*** Opening EXERCISE MATERIALS ***
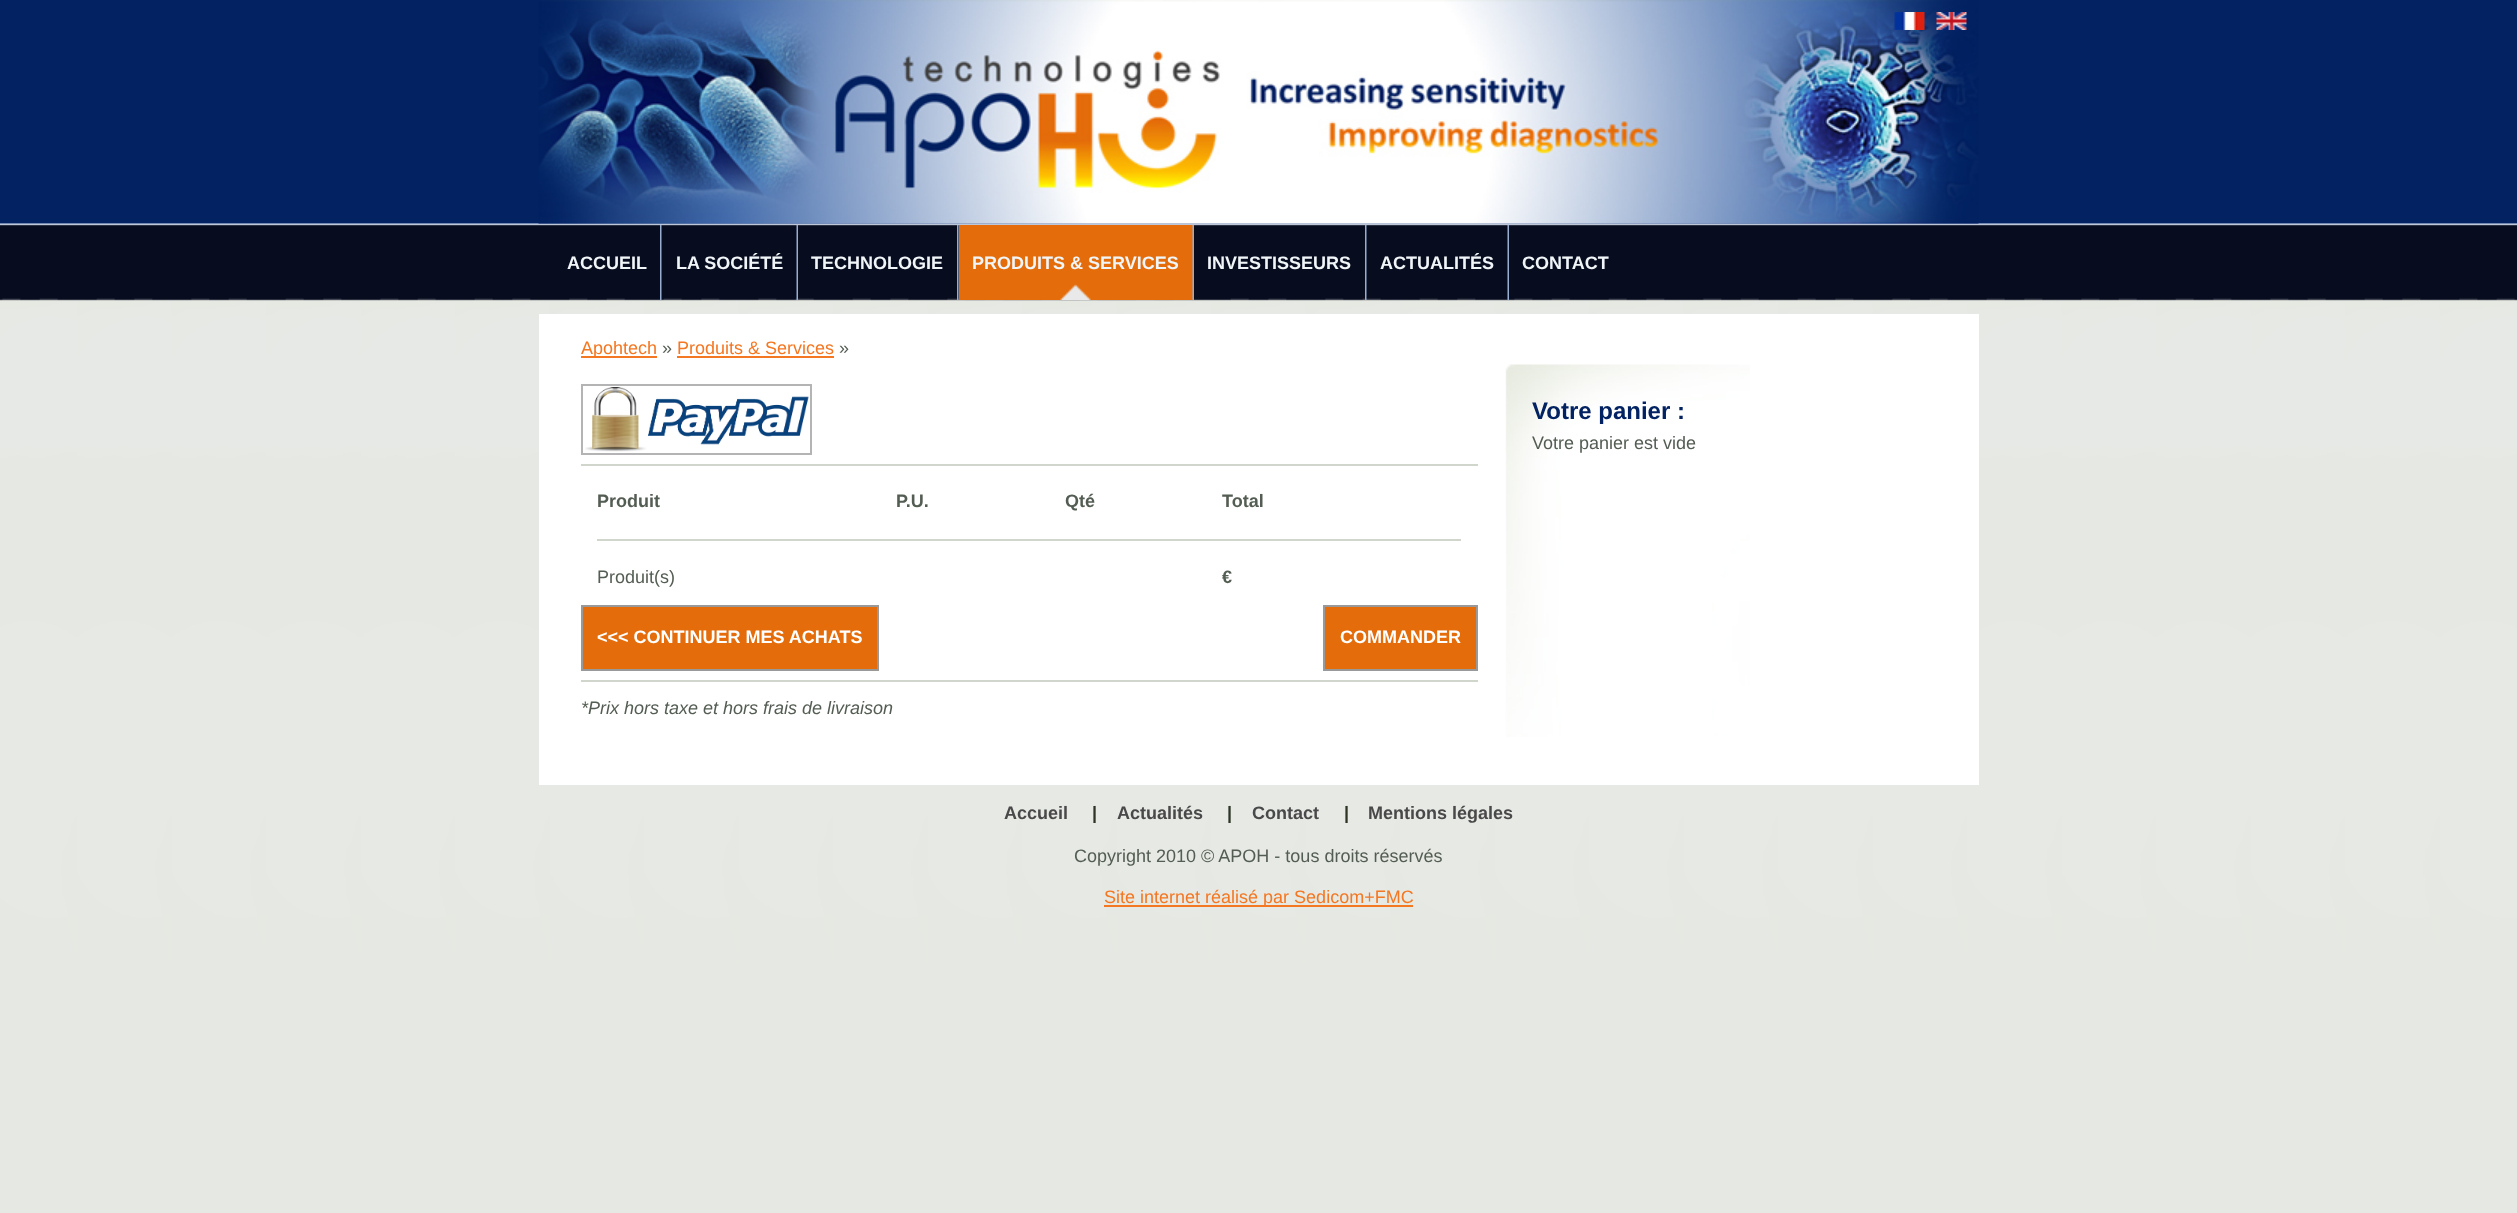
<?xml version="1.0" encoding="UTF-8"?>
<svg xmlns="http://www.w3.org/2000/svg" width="2517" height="1213">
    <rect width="100%" height="100%" fill="#FFFFFF"/>
    <image x="0" y="0" width="2517" height="1213" href="img_01.png"/>
    <image x="538" y="0" width="1441" height="224" href="img_02.png"/>
    <image x="1894" y="12" width="31" height="18" href="img_03.png"/>
    <image x="1936" y="12" width="31" height="18" href="img_04.png"/>
    <text x="567" y="269" font-family="Liberation Sans" font-size="18" font-weight="700" fill="#F0F5F8">ACCUEIL</text>
    <image x="660" y="225" width="2" height="75" href="img_05.png"/>
    <text x="676" y="269" font-family="Liberation Sans" font-size="18" font-weight="700" fill="#F0F5F8">LA SOCIÉTÉ</text>
    <image x="796" y="225" width="2" height="75" href="img_06.png"/>
    <text x="811" y="269" font-family="Liberation Sans" font-size="18" font-weight="700" fill="#F0F5F8">TECHNOLOGIE</text>
    <image x="957" y="225" width="2" height="75" href="img_07.png"/>
    <rect x="959" y="225" width="234" height="75" fill="#E46C0A"/>
    <image x="1060" y="284" width="31" height="16" href="img_08.png"/>
    <text x="972" y="269" font-family="Liberation Sans" font-size="18" font-weight="700" fill="#F0F5F8">PRODUITS &amp; SERVICES</text>
    <image x="1192" y="225" width="2" height="75" href="img_09.png"/>
    <text x="1207" y="269" font-family="Liberation Sans" font-size="18" font-weight="700" fill="#F0F5F8">INVESTISSEURS</text>
    <image x="1365" y="225" width="2" height="75" href="img_07.png"/>
    <text x="1380" y="269" font-family="Liberation Sans" font-size="18" font-weight="700" fill="#F0F5F8">ACTUALITÉS</text>
    <image x="1507" y="225" width="2" height="75" href="img_10.png"/>
    <text x="1522" y="269" font-family="Liberation Sans" font-size="18" font-weight="700" fill="#F0F5F8">CONTACT</text>
    <rect x="539" y="314" width="1440" height="471" fill="#FFFFFF"/>
    <rect x="581" y="356" width="76" height="2" fill="#F47722"/>
    <text x="581" y="354" font-family="Liberation Sans" font-size="18" fill="#F47722">Apohtech</text>
    <text x="662" y="354" font-family="Liberation Sans" font-size="18" fill="#545D53">»</text>
    <text x="677" y="354" font-family="Liberation Sans" font-size="18" fill="#F47722">Produits &amp; Services</text>
    <rect x="677" y="356" width="157" height="2" fill="#F47722"/>
    <text x="839" y="354" font-family="Liberation Sans" font-size="18" fill="#545D53">»</text>
    <image x="1505" y="364" width="245" height="373" href="img_11.png"/>
    <text x="1532" y="419" font-family="Liberation Sans" font-size="24" font-weight="700" fill="#022262">Votre panier :</text>
    <text x="1532" y="449" font-family="Liberation Sans" font-size="18" fill="#545D53">Votre panier est vide</text>
    <rect x="582" y="385" width="229" height="69" fill="none" stroke="#B4B4B4" stroke-width="2"/>
    <image x="585" y="387" width="224" height="65" href="img_12.png"/>
    <rect x="581" y="464" width="897" height="2" fill="#D1D6CD"/>
    <text x="597" y="507" font-family="Liberation Sans" font-size="18" font-weight="700" fill="#545D53">Produit</text>
    <text x="896" y="507" font-family="Liberation Sans" font-size="18" font-weight="700" fill="#545D53">P.U.</text>
    <text x="1065" y="507" font-family="Liberation Sans" font-size="18" font-weight="700" fill="#545D53">Qté</text>
    <text x="1222" y="507" font-family="Liberation Sans" font-size="18" font-weight="700" fill="#545D53">Total</text>
    <rect x="597" y="539" width="864" height="2" fill="#D1D6CD"/>
    <text x="597" y="583" font-family="Liberation Sans" font-size="18" fill="#545D53">Produit(s)</text>
    <text x="1222" y="583" font-family="Liberation Sans" font-size="18" font-weight="700" fill="#545D53">€</text>
    <rect x="582" y="606" width="296" height="64" fill="#E46C0A" stroke="#999999" stroke-width="2"/>
    <text x="597" y="643" font-family="Liberation Sans" font-size="18" font-weight="700" fill="#FFFFFF">&lt;&lt;&lt; CONTINUER MES ACHATS</text>
    <rect x="1324" y="606" width="153" height="64" fill="#E46C0A" stroke="#999999" stroke-width="2"/>
    <text x="1340" y="643" font-family="Liberation Sans" font-size="18" font-weight="700" fill="#FFFFFF">COMMANDER</text>
    <rect x="581" y="680" width="897" height="2" fill="#D1D6CD"/>
    <text x="581" y="714" font-family="Liberation Sans" font-size="18" font-style="italic" fill="#545D53">*Prix hors taxe et hors frais de livraison</text>
    <text x="1004" y="819" font-family="Liberation Sans" font-size="18" font-weight="700" fill="#494949">Accueil</text>
    <text x="1092" y="819" font-family="Liberation Sans" font-size="18" font-weight="700" fill="#2F3526">|</text>
    <text x="1117" y="819" font-family="Liberation Sans" font-size="18" font-weight="700" fill="#494949">Actualités</text>
    <text x="1227" y="819" font-family="Liberation Sans" font-size="18" font-weight="700" fill="#2F3526">|</text>
    <text x="1252" y="819" font-family="Liberation Sans" font-size="18" font-weight="700" fill="#494949">Contact</text>
    <text x="1344" y="819" font-family="Liberation Sans" font-size="18" font-weight="700" fill="#2F3526">|</text>
    <text x="1368" y="819" font-family="Liberation Sans" font-size="18" font-weight="700" fill="#494949">Mentions légales</text>
    <text x="1074" y="862" font-family="Liberation Sans" font-size="18" fill="#545D53">Copyright 2010 © APOH - tous droits réservés</text>
    <rect x="1104" y="905" width="309" height="2" fill="#F47722"/>
    <text x="1104" y="903" font-family="Liberation Sans" font-size="18" fill="#F47722">Site internet réalisé par Sedicom+FMC</text>
</svg>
*** Closing EXERCISE MATERIALS ***
• _WHAT YOU WILL DO_:
Among the records, find the lines that contain "panier" and copy each of them.

• _RESPONSE TO THE TASK_:
    <text x="1532" y="419" font-family="Liberation Sans" font-size="24" font-weight="700" fill="#022262">Votre panier :</text>
    <text x="1532" y="449" font-family="Liberation Sans" font-size="18" fill="#545D53">Votre panier est vide</text>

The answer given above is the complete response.